Joanne McDonald

Personal information
- Born: 1952 (age 72–73) St. John’s, Newfoundland and Labrador
- Home town: St. Mary's, Newfoundland and Labrador

Sport
- Country: Canada
- Sport: Wheelchair basketball; Para-athletics; Table tennis;

= Joanne McDonald =

Joanne McDonald (born 1952) is a Canadian wheelchair sport athlete and disability rights advocate. She played on the Canadian women’s national wheelchair basketball team from 1974 to 1985 and competed at the 1976, 1980, and 1984 Paralympic Games. In para-athletics, McDonald won medals in women's slalom 5 in 1976 and 1980.

== Career ==

=== Sport ===
During her career, McDonald competed for Canada in a variety of sports including wheelchair basketball, para-athletics (wheelchair slalom), and table tennis. From 1974 to 1985, she represented Canada in wheelchair basketball competing on the Canadian women’s national wheelchair basketball team. At the 1976 Summer Paralympics, she won silver in women's slalom 5. McDonald won gold in the same event at the 1980 Summer Paralympics.

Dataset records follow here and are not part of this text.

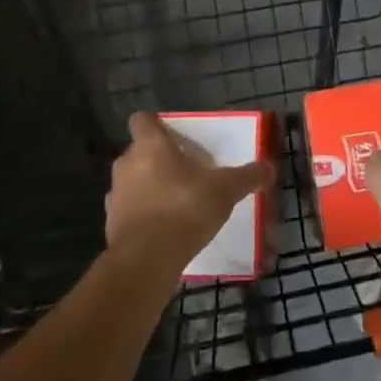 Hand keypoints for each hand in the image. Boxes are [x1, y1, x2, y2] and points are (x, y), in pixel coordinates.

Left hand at [106, 114, 272, 283]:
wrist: (146, 261)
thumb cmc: (184, 209)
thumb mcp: (225, 190)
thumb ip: (247, 176)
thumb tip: (269, 167)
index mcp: (150, 145)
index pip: (142, 119)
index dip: (155, 123)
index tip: (171, 134)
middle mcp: (127, 164)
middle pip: (138, 151)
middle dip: (157, 158)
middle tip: (183, 171)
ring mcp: (115, 195)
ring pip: (132, 181)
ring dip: (148, 187)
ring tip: (175, 202)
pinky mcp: (111, 224)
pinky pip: (129, 210)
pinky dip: (143, 215)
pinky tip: (164, 229) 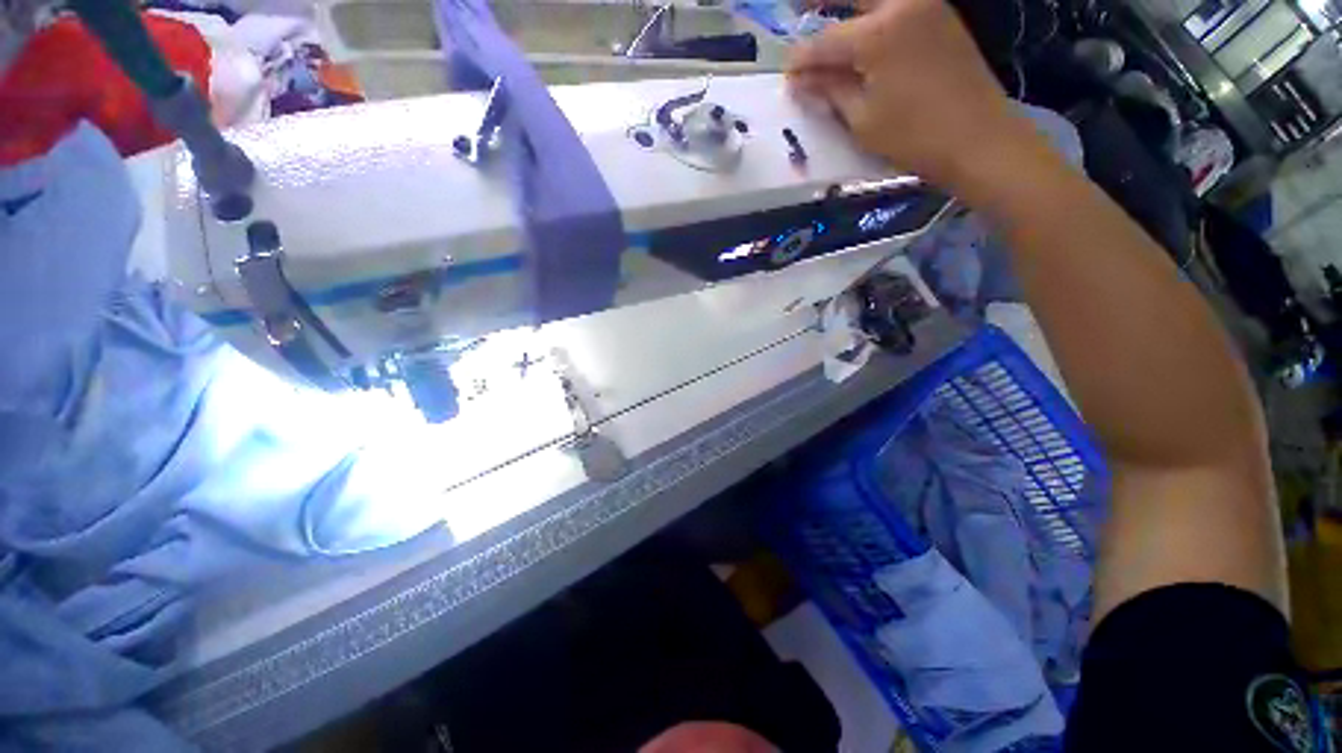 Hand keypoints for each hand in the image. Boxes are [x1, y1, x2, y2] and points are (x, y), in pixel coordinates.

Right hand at [787, 0, 1031, 187]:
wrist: (978, 138)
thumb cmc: (913, 135)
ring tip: (827, 23)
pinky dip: (876, 18)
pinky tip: (863, 32)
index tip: (786, 75)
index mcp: (879, 32)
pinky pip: (899, 9)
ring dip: (851, 12)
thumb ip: (830, 91)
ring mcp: (927, 7)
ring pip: (878, 2)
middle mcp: (903, 5)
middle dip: (822, 6)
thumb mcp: (862, 119)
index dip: (802, 60)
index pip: (825, 41)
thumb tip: (801, 81)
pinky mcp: (942, 18)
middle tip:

She was inducted into the SportNL Hall of Fame in 1993. She became a member of the Order of Newfoundland and Labrador in 2004 and an Officer of the Order of Canada in 2008. McDonald received an honorary doctor of laws from Memorial University in 2016. In 2020, she was inducted into the Wheelchair Basketball Canada Hall of Fame.

=== Advocacy ===
With Mary Reid, McDonald co-created History of Disability Rights N.L., an organization that collects, preserves, and promotes disability history in Newfoundland and Labrador.

== Personal life ==
She was born in St. John's, Newfoundland and Labrador in 1952 with spina bifida. She grew up in St. Mary's.